> Work order: Each entry needs to be repeated exactly, with nothing added or removed.

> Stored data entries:

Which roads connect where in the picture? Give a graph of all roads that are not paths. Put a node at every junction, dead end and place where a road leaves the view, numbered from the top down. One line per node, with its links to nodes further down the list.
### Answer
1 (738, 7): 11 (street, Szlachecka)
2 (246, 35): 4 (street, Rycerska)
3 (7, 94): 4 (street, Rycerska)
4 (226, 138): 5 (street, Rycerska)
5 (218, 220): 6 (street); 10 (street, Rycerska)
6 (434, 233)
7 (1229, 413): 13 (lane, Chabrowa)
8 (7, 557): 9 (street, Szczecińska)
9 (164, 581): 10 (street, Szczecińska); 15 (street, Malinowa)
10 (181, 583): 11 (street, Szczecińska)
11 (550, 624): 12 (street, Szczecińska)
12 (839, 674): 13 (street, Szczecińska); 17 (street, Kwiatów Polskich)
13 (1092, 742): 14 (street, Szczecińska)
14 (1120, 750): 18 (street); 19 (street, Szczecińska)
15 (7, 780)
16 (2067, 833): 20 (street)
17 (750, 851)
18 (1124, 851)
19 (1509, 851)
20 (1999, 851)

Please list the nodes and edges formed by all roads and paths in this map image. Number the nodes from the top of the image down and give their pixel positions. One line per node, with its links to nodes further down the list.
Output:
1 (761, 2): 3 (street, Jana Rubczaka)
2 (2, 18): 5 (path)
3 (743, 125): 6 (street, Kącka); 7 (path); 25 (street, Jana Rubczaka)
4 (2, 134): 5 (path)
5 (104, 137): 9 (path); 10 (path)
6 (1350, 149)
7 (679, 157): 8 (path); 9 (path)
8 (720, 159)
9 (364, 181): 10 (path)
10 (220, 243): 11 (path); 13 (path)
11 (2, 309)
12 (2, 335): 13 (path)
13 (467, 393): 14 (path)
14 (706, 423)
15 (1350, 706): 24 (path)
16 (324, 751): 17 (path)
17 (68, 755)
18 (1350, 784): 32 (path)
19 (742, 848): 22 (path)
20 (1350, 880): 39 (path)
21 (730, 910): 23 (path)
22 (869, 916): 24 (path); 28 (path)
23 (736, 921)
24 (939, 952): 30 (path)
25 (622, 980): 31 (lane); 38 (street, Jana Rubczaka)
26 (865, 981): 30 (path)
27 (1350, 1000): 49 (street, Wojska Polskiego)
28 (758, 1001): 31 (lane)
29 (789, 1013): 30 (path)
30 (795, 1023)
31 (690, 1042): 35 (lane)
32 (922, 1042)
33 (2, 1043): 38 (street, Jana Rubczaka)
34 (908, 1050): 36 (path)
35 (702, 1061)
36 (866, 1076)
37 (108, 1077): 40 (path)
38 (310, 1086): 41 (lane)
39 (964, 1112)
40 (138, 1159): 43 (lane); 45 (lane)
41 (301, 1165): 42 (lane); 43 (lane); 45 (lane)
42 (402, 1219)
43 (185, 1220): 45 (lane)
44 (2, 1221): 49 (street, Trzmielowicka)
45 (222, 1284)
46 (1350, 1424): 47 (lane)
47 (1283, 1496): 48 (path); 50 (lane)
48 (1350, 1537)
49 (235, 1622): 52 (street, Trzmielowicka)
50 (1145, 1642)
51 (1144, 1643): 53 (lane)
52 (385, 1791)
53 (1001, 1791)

> Your solution:
Which roads connect where in the picture? Give a graph of all roads that are not paths. Put a node at every junction, dead end and place where a road leaves the view, numbered from the top down. One line per node, with its links to nodes further down the list.
### Answer
1 (738, 7): 11 (street, Szlachecka)
2 (246, 35): 4 (street, Rycerska)
3 (7, 94): 4 (street, Rycerska)
4 (226, 138): 5 (street, Rycerska)
5 (218, 220): 6 (street); 10 (street, Rycerska)
6 (434, 233)
7 (1229, 413): 13 (lane, Chabrowa)
8 (7, 557): 9 (street, Szczecińska)
9 (164, 581): 10 (street, Szczecińska); 15 (street, Malinowa)
10 (181, 583): 11 (street, Szczecińska)
11 (550, 624): 12 (street, Szczecińska)
12 (839, 674): 13 (street, Szczecińska); 17 (street, Kwiatów Polskich)
13 (1092, 742): 14 (street, Szczecińska)
14 (1120, 750): 18 (street); 19 (street, Szczecińska)
15 (7, 780)
16 (2067, 833): 20 (street)
17 (750, 851)
18 (1124, 851)
19 (1509, 851)
20 (1999, 851)

Please list the nodes and edges formed by all roads and paths in this map image. Number the nodes from the top of the image down and give their pixel positions. One line per node, with its links to nodes further down the list.
Output:
1 (761, 2): 3 (street, Jana Rubczaka)
2 (2, 18): 5 (path)
3 (743, 125): 6 (street, Kącka); 7 (path); 25 (street, Jana Rubczaka)
4 (2, 134): 5 (path)
5 (104, 137): 9 (path); 10 (path)
6 (1350, 149)
7 (679, 157): 8 (path); 9 (path)
8 (720, 159)
9 (364, 181): 10 (path)
10 (220, 243): 11 (path); 13 (path)
11 (2, 309)
12 (2, 335): 13 (path)
13 (467, 393): 14 (path)
14 (706, 423)
15 (1350, 706): 24 (path)
16 (324, 751): 17 (path)
17 (68, 755)
18 (1350, 784): 32 (path)
19 (742, 848): 22 (path)
20 (1350, 880): 39 (path)
21 (730, 910): 23 (path)
22 (869, 916): 24 (path); 28 (path)
23 (736, 921)
24 (939, 952): 30 (path)
25 (622, 980): 31 (lane); 38 (street, Jana Rubczaka)
26 (865, 981): 30 (path)
27 (1350, 1000): 49 (street, Wojska Polskiego)
28 (758, 1001): 31 (lane)
29 (789, 1013): 30 (path)
30 (795, 1023)
31 (690, 1042): 35 (lane)
32 (922, 1042)
33 (2, 1043): 38 (street, Jana Rubczaka)
34 (908, 1050): 36 (path)
35 (702, 1061)
36 (866, 1076)
37 (108, 1077): 40 (path)
38 (310, 1086): 41 (lane)
39 (964, 1112)
40 (138, 1159): 43 (lane); 45 (lane)
41 (301, 1165): 42 (lane); 43 (lane); 45 (lane)
42 (402, 1219)
43 (185, 1220): 45 (lane)
44 (2, 1221): 49 (street, Trzmielowicka)
45 (222, 1284)
46 (1350, 1424): 47 (lane)
47 (1283, 1496): 48 (path); 50 (lane)
48 (1350, 1537)
49 (235, 1622): 52 (street, Trzmielowicka)
50 (1145, 1642)
51 (1144, 1643): 53 (lane)
52 (385, 1791)
53 (1001, 1791)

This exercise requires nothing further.